Stored data entries:
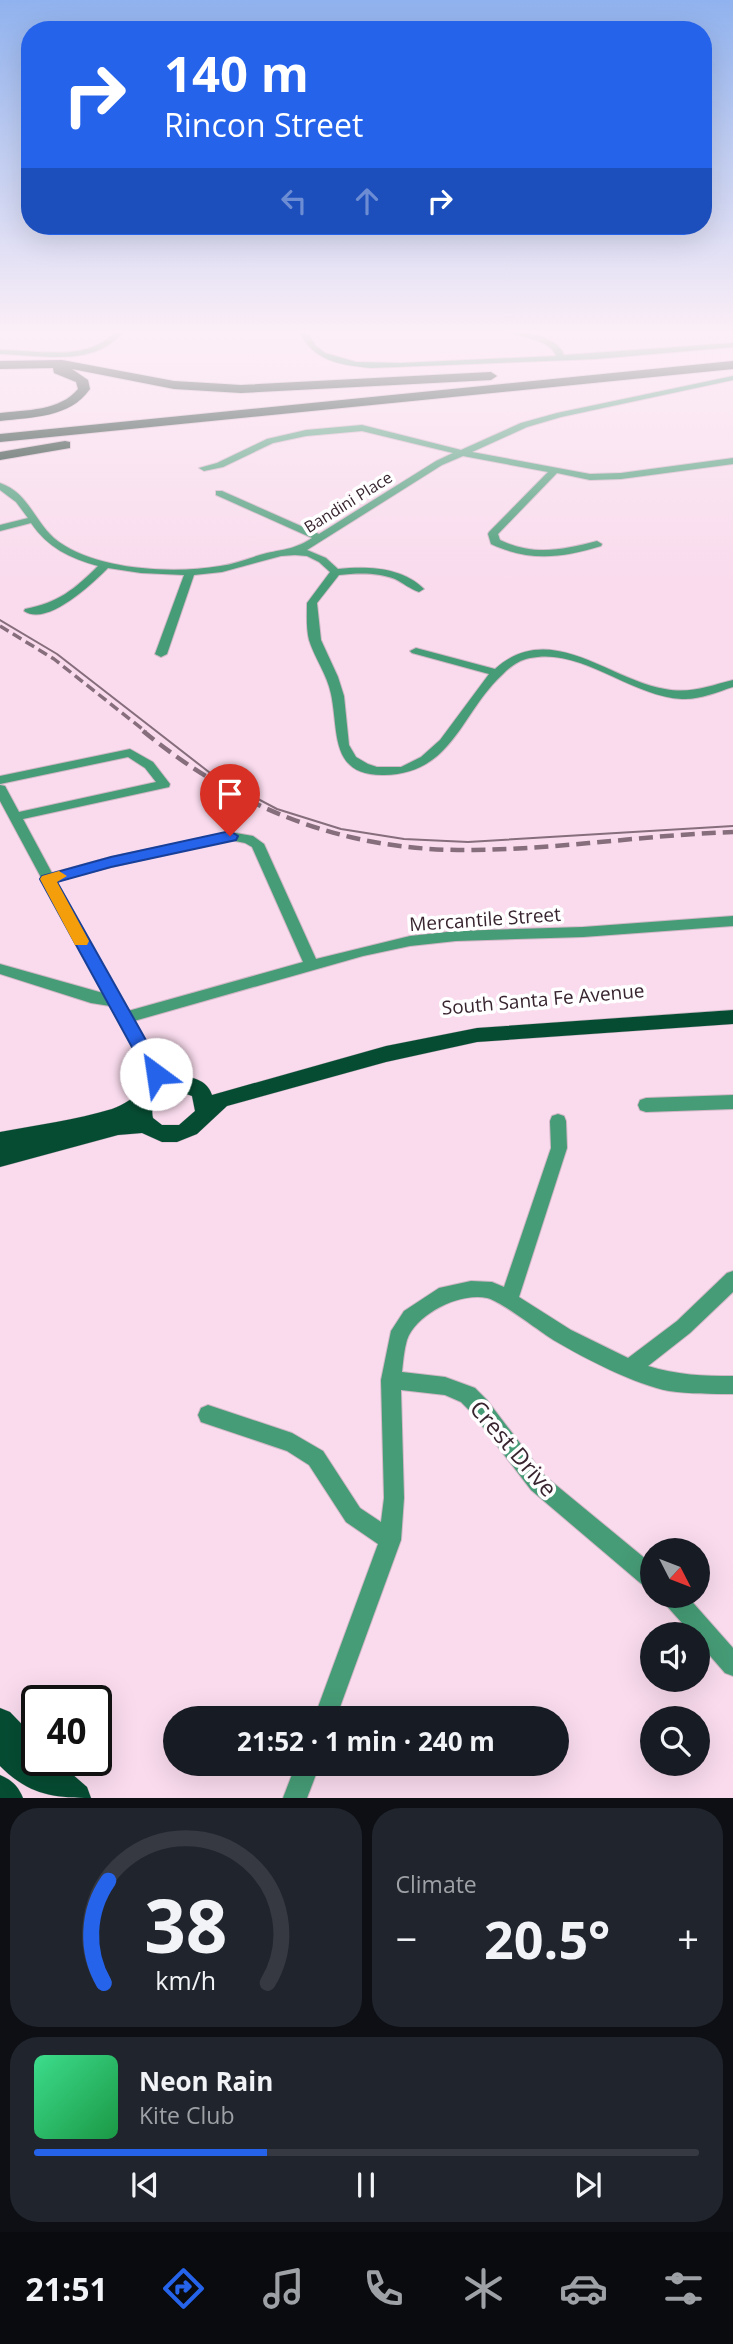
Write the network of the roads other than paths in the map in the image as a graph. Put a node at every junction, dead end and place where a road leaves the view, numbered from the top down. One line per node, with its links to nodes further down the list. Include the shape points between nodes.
1 (142, 415): 5 (highway)
2 (243, 415): 6 (highway)
3 (287, 415): 8 (highway)
4 (560, 415): 7 (street, Bandini Place)
5 (0, 429)
6 (0, 439)
7 (459, 452): 10 (street, via 362,428 270,441); 12 (street); 17 (street, Bandini Place)
8 (0, 456)
9 (729, 462): 11 (street); 12 (street, via 609,477)
10 (204, 468)
11 (733, 471)
12 (553, 472): 18 (street, via 492,537 495,542 509,550 545,555 567,554)
13 (0, 486): 15 (street)
14 (219, 493): 17 (street)
15 (35, 519): 16 (street); 20 (street, via 54,543)
16 (0, 528)
17 (319, 538): 19 (street, Bandini Place)
18 (597, 544)
19 (297, 552): 21 (street); 22 (street, via 327,562)
20 (105, 565): 21 (street); 24 (street, via 43,612)
21 (190, 572): 26 (street)
22 (336, 572): 23 (street, via 390,573); 27 (street, via 312,603 314,638 336,689 345,751 352,760 365,768 396,772 426,762)
23 (419, 589)
24 (29, 611)
25 (416, 651): 27 (street)
26 (161, 654)
27 (498, 673): 28 (street, via 525,654 551,653 578,657 666,694 697,694)
28 (733, 682)
29 (0, 780): 31 (street, via 130,753 149,765 164,783)
30 (0, 789): 31 (street)
31 (15, 817): 32 (street)
32 (48, 879): 34 (street, via 230,836 248,839 257,844); 36 (street)
33 (733, 920): 34 (street, Mercantile Street, via 456,936 363,951)
34 (312, 965): 39 (street, Mercantile Street)
35 (0, 969): 36 (street)
36 (114, 1001): 39 (street)
37 (733, 1007): 41 (main road, South Santa Fe Avenue, via 457,1028 218,1089)
38 (733, 1017): 45 (main road, South Santa Fe Avenue, via 466,1037 233,1096)
39 (123, 1018): 40 (street)
40 (163, 1085): 41 (main road, South Santa Fe Avenue, via 183,1083); 42 (main road)
41 (197, 1088): 45 (main road, via 204,1097)
42 (143, 1101): 47 (main road); 48 (main road, via 119,1116)
43 (733, 1102): 44 (street)
44 (646, 1105)
45 (205, 1111): 47 (main road, South Santa Fe Avenue, via 196,1125 177,1133 162,1134)
46 (558, 1121): 51 (street, via 559,1148)
47 (145, 1124): 49 (main road, South Santa Fe Avenue)
48 (0, 1141)
49 (0, 1158)
50 (733, 1279): 52 (street, via 707,1308)
51 (509, 1299): 52 (street, via 564,1336); 53 (street, via 492,1290 471,1289 445,1294 411,1317 398,1337)
52 (629, 1368): 54 (street, via 666,1381)
53 (391, 1380): 56 (street, via 394,1497); 57 (street, Crest Drive, via 445,1386 468,1395 538,1483)
54 (733, 1385)
55 (208, 1415): 56 (street, via 292,1443 316,1458 353,1515)
56 (390, 1540): 60 (street)
57 (640, 1568)
58 (683, 1608): 59 (street)
59 (733, 1665)
60 (329, 1706)
61 (0, 1722): 64 (main road)
62 (0, 1745): 64 (main road, via 27,1772)
63 (303, 1776): 67 (street)
64 (65, 1789)
65 (0, 1790): 66 (main road)
66 (8, 1798)
67 (295, 1798)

§ **TASK STATEMENT**: Could the entries above be restated word for word, with the pictures left out?

§ **EXERCISE SOLUTION**:
Write the network of the roads other than paths in the map in the image as a graph. Put a node at every junction, dead end and place where a road leaves the view, numbered from the top down. One line per node, with its links to nodes further down the list. Include the shape points between nodes.
1 (142, 415): 5 (highway)
2 (243, 415): 6 (highway)
3 (287, 415): 8 (highway)
4 (560, 415): 7 (street, Bandini Place)
5 (0, 429)
6 (0, 439)
7 (459, 452): 10 (street, via 362,428 270,441); 12 (street); 17 (street, Bandini Place)
8 (0, 456)
9 (729, 462): 11 (street); 12 (street, via 609,477)
10 (204, 468)
11 (733, 471)
12 (553, 472): 18 (street, via 492,537 495,542 509,550 545,555 567,554)
13 (0, 486): 15 (street)
14 (219, 493): 17 (street)
15 (35, 519): 16 (street); 20 (street, via 54,543)
16 (0, 528)
17 (319, 538): 19 (street, Bandini Place)
18 (597, 544)
19 (297, 552): 21 (street); 22 (street, via 327,562)
20 (105, 565): 21 (street); 24 (street, via 43,612)
21 (190, 572): 26 (street)
22 (336, 572): 23 (street, via 390,573); 27 (street, via 312,603 314,638 336,689 345,751 352,760 365,768 396,772 426,762)
23 (419, 589)
24 (29, 611)
25 (416, 651): 27 (street)
26 (161, 654)
27 (498, 673): 28 (street, via 525,654 551,653 578,657 666,694 697,694)
28 (733, 682)
29 (0, 780): 31 (street, via 130,753 149,765 164,783)
30 (0, 789): 31 (street)
31 (15, 817): 32 (street)
32 (48, 879): 34 (street, via 230,836 248,839 257,844); 36 (street)
33 (733, 920): 34 (street, Mercantile Street, via 456,936 363,951)
34 (312, 965): 39 (street, Mercantile Street)
35 (0, 969): 36 (street)
36 (114, 1001): 39 (street)
37 (733, 1007): 41 (main road, South Santa Fe Avenue, via 457,1028 218,1089)
38 (733, 1017): 45 (main road, South Santa Fe Avenue, via 466,1037 233,1096)
39 (123, 1018): 40 (street)
40 (163, 1085): 41 (main road, South Santa Fe Avenue, via 183,1083); 42 (main road)
41 (197, 1088): 45 (main road, via 204,1097)
42 (143, 1101): 47 (main road); 48 (main road, via 119,1116)
43 (733, 1102): 44 (street)
44 (646, 1105)
45 (205, 1111): 47 (main road, South Santa Fe Avenue, via 196,1125 177,1133 162,1134)
46 (558, 1121): 51 (street, via 559,1148)
47 (145, 1124): 49 (main road, South Santa Fe Avenue)
48 (0, 1141)
49 (0, 1158)
50 (733, 1279): 52 (street, via 707,1308)
51 (509, 1299): 52 (street, via 564,1336); 53 (street, via 492,1290 471,1289 445,1294 411,1317 398,1337)
52 (629, 1368): 54 (street, via 666,1381)
53 (391, 1380): 56 (street, via 394,1497); 57 (street, Crest Drive, via 445,1386 468,1395 538,1483)
54 (733, 1385)
55 (208, 1415): 56 (street, via 292,1443 316,1458 353,1515)
56 (390, 1540): 60 (street)
57 (640, 1568)
58 (683, 1608): 59 (street)
59 (733, 1665)
60 (329, 1706)
61 (0, 1722): 64 (main road)
62 (0, 1745): 64 (main road, via 27,1772)
63 (303, 1776): 67 (street)
64 (65, 1789)
65 (0, 1790): 66 (main road)
66 (8, 1798)
67 (295, 1798)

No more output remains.